- **Instructions for the task**:
Your answer should consist of all lines in the listing that hold the word "Molenheide".

= = =

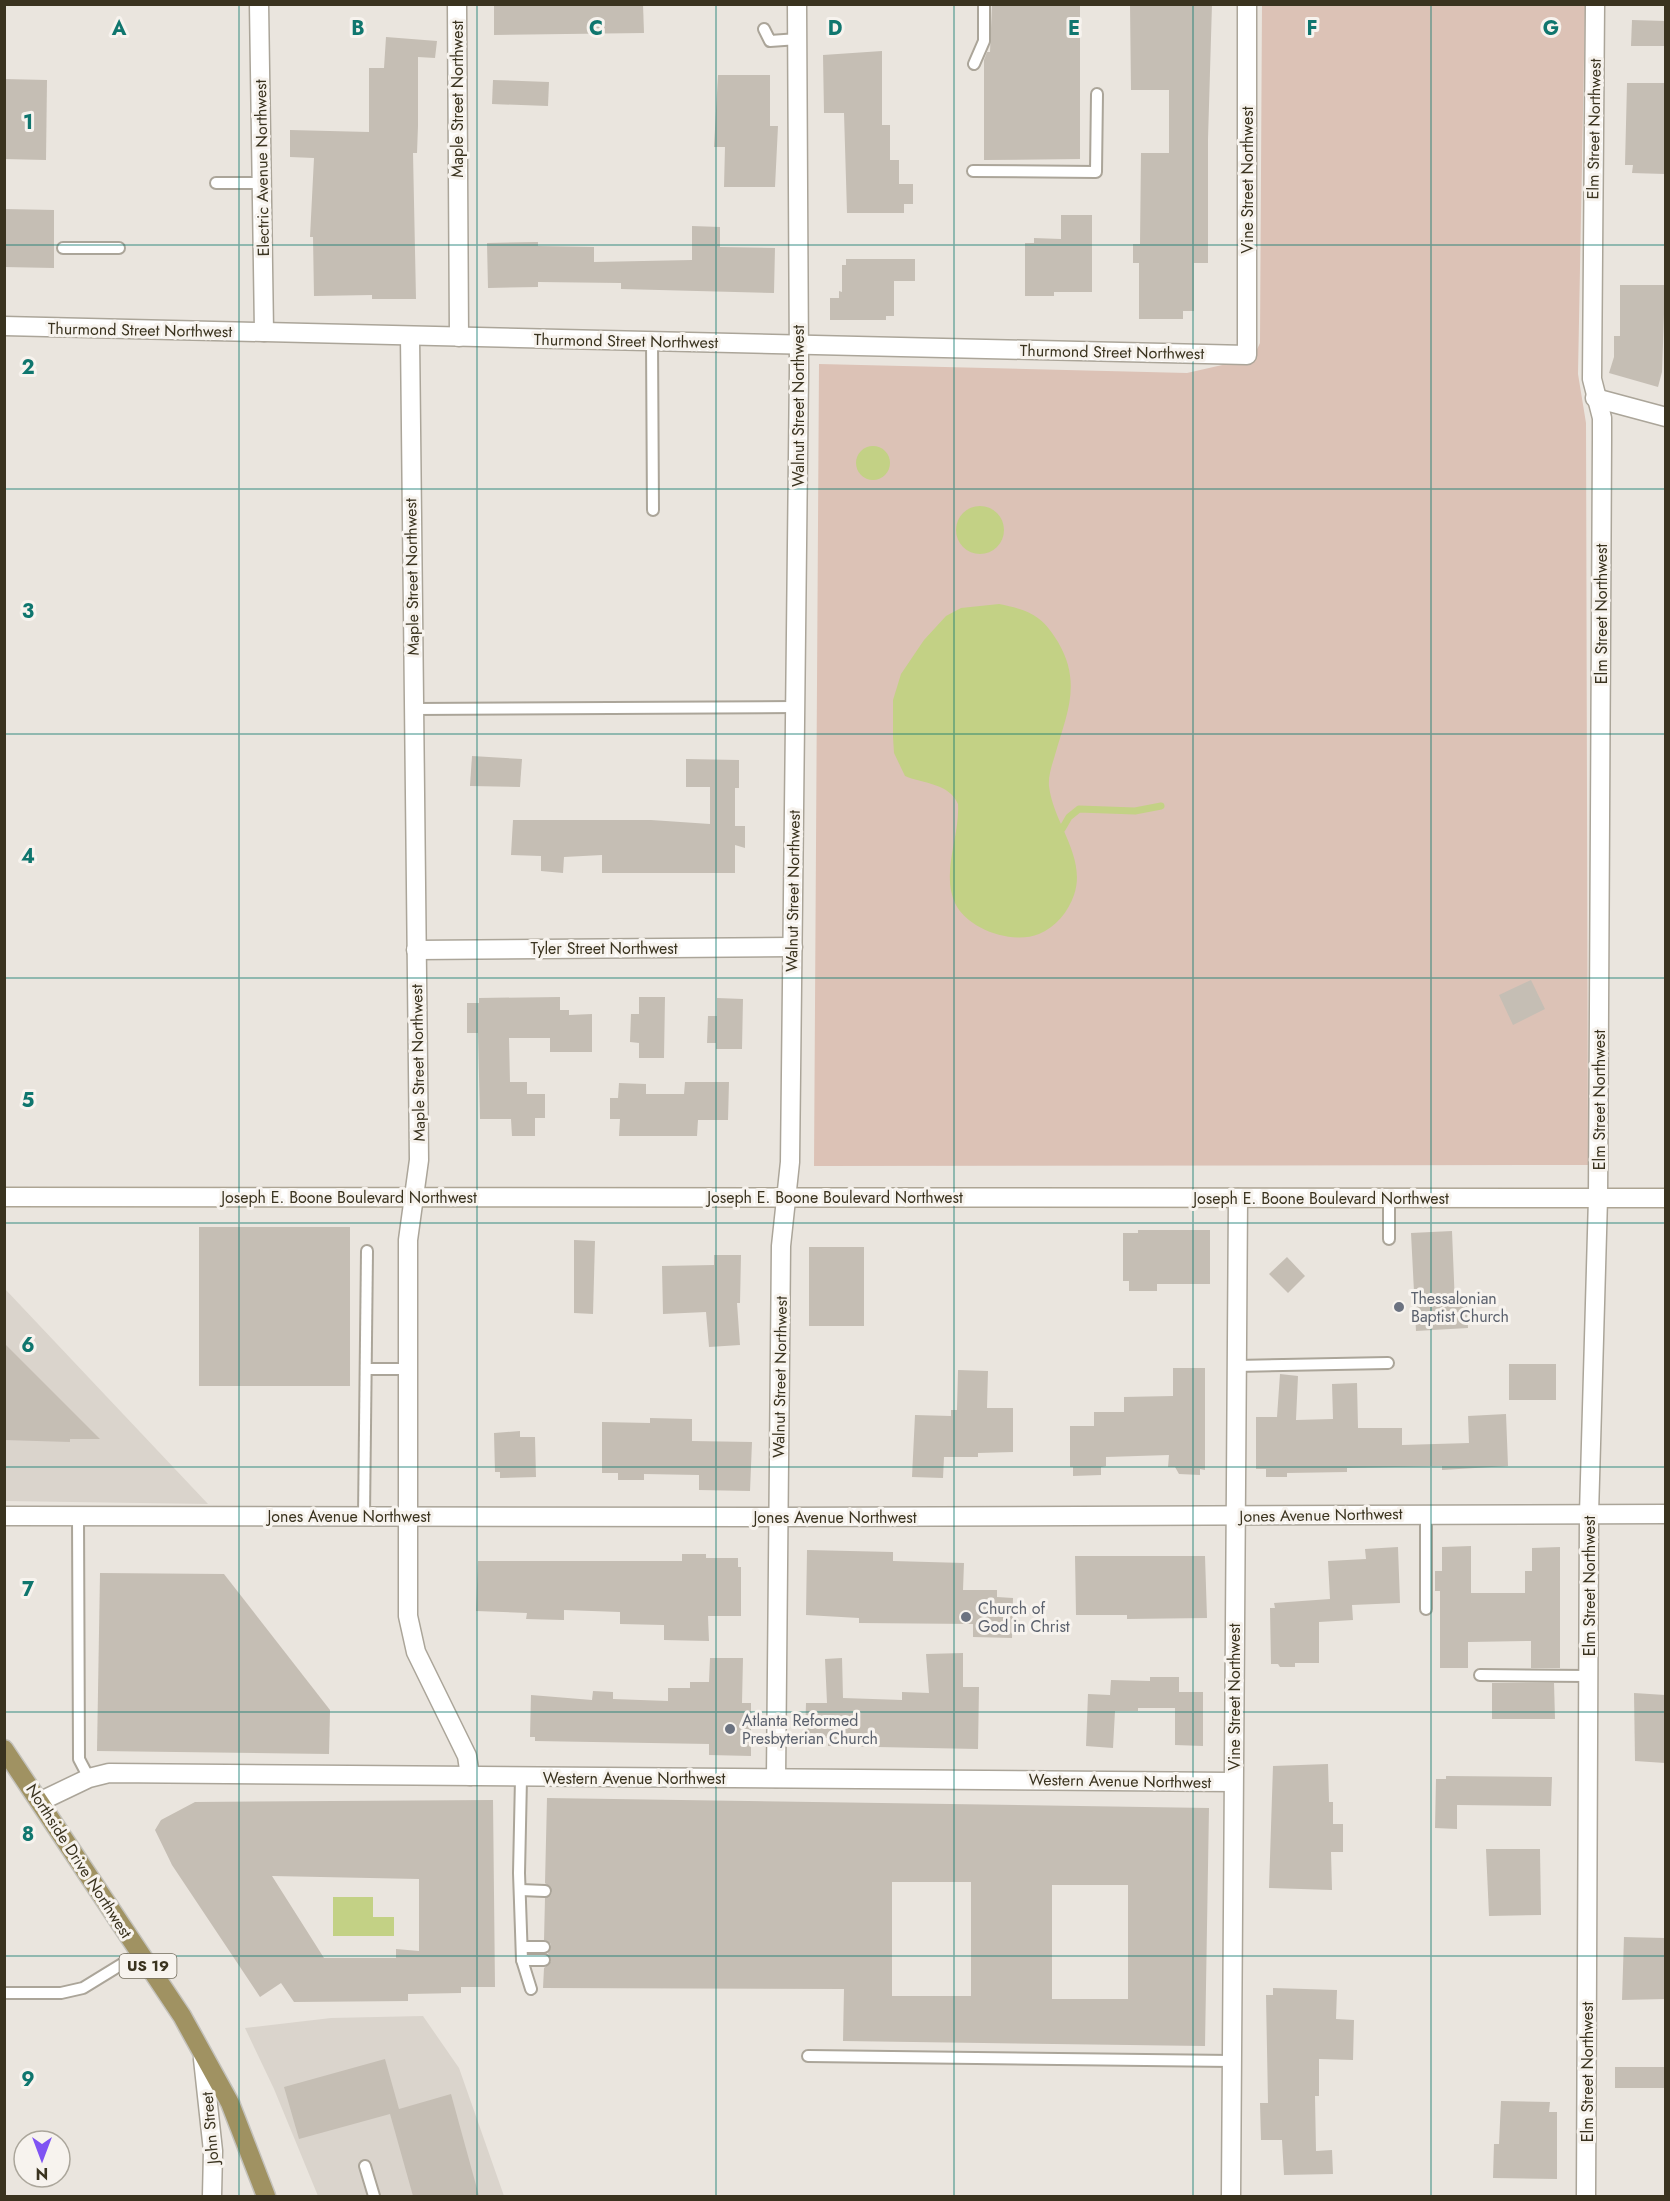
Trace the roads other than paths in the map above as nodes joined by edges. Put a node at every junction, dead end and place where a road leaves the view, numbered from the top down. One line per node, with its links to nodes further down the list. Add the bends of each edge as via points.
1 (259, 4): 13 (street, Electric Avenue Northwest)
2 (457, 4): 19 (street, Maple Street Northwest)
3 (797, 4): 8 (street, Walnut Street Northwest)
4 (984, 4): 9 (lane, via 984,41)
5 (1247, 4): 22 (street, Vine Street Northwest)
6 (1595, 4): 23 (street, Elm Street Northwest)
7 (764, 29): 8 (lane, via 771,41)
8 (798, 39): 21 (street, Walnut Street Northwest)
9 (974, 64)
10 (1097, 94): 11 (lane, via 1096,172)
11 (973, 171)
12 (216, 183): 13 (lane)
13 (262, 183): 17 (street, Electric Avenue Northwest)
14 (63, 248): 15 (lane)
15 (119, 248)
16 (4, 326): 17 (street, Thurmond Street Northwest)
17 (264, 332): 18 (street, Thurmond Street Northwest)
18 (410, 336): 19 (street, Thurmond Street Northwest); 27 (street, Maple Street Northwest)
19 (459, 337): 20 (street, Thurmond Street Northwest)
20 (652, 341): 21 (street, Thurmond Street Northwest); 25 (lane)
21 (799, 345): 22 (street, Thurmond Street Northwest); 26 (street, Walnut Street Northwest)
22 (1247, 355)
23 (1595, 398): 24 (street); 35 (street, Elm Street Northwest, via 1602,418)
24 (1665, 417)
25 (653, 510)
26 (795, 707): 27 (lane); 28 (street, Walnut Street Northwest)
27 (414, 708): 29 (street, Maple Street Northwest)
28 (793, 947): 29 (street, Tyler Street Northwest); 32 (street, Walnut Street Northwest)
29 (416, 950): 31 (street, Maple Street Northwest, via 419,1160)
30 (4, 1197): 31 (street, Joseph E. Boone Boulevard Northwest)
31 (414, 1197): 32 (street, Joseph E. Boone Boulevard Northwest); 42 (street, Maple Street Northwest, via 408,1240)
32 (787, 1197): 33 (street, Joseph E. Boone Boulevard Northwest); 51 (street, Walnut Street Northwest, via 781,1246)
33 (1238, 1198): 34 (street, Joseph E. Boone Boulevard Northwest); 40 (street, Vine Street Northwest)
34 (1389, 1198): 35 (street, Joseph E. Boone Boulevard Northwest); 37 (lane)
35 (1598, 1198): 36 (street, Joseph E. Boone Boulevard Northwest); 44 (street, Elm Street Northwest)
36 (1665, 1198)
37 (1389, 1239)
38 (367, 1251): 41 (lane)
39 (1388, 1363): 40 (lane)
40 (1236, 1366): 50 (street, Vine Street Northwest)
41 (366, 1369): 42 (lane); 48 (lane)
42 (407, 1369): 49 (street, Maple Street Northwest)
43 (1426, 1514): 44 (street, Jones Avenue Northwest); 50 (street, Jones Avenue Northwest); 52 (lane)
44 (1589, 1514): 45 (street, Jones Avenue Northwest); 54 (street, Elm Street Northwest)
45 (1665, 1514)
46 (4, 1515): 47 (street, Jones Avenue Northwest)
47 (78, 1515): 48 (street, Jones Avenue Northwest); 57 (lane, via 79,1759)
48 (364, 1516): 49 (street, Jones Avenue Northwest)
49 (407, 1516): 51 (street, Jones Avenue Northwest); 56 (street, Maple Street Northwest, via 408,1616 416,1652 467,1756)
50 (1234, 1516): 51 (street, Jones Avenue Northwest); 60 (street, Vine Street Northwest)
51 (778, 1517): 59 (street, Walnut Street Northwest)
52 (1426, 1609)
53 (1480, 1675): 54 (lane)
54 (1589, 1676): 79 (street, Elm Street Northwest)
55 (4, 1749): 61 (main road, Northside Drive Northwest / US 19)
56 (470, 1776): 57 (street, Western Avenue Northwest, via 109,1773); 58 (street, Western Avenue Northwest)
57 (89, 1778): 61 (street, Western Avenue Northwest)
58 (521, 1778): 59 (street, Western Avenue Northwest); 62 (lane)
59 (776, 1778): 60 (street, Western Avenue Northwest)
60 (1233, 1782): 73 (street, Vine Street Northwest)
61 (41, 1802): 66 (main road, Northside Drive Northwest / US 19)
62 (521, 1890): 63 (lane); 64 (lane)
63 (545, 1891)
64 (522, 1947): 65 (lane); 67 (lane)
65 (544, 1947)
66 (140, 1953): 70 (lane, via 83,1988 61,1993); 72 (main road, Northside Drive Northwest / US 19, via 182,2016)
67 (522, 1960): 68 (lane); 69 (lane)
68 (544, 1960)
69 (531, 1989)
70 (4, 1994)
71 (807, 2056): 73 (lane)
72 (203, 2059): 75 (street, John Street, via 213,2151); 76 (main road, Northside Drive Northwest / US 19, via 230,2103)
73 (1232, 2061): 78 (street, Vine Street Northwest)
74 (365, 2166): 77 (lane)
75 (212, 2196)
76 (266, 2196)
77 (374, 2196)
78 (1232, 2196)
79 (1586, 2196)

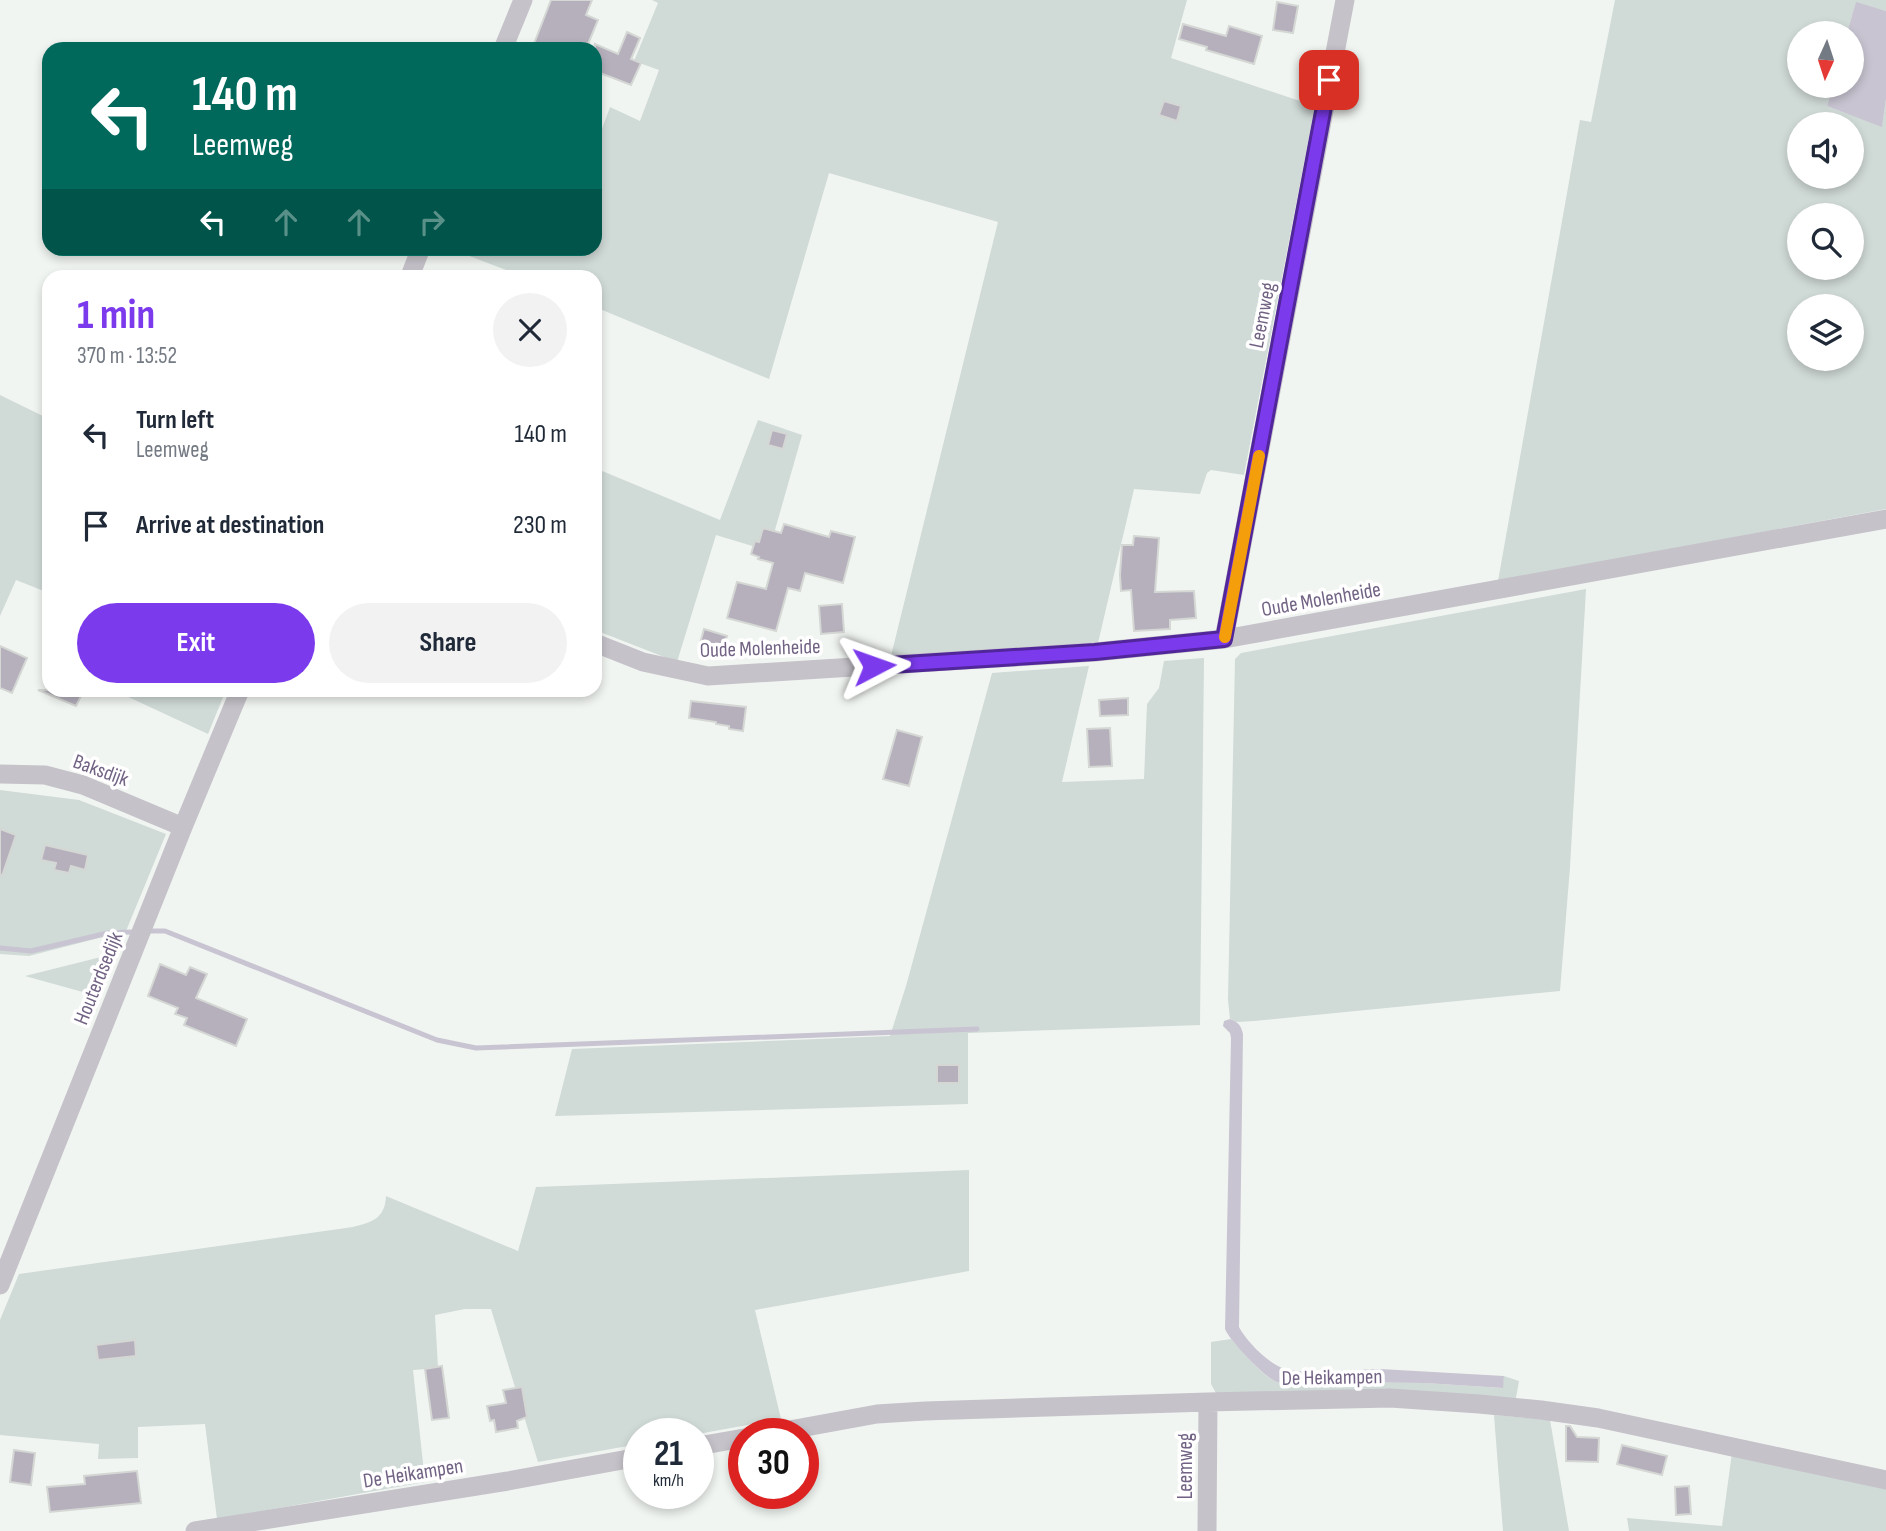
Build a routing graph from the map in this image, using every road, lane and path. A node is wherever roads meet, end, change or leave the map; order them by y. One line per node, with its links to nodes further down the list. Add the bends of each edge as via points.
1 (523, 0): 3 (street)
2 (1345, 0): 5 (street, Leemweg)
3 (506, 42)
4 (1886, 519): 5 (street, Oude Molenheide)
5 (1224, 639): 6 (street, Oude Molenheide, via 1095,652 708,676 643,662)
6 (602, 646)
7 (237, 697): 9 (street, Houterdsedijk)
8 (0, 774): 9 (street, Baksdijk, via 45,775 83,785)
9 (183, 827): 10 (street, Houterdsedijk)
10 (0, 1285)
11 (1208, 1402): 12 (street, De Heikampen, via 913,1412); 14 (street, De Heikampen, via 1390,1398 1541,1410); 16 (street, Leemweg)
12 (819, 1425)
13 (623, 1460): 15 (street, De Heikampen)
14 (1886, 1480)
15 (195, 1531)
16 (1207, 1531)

= = =

- **The completed task**:
4 (1886, 519): 5 (street, Oude Molenheide)
5 (1224, 639): 6 (street, Oude Molenheide, via 1095,652 708,676 643,662)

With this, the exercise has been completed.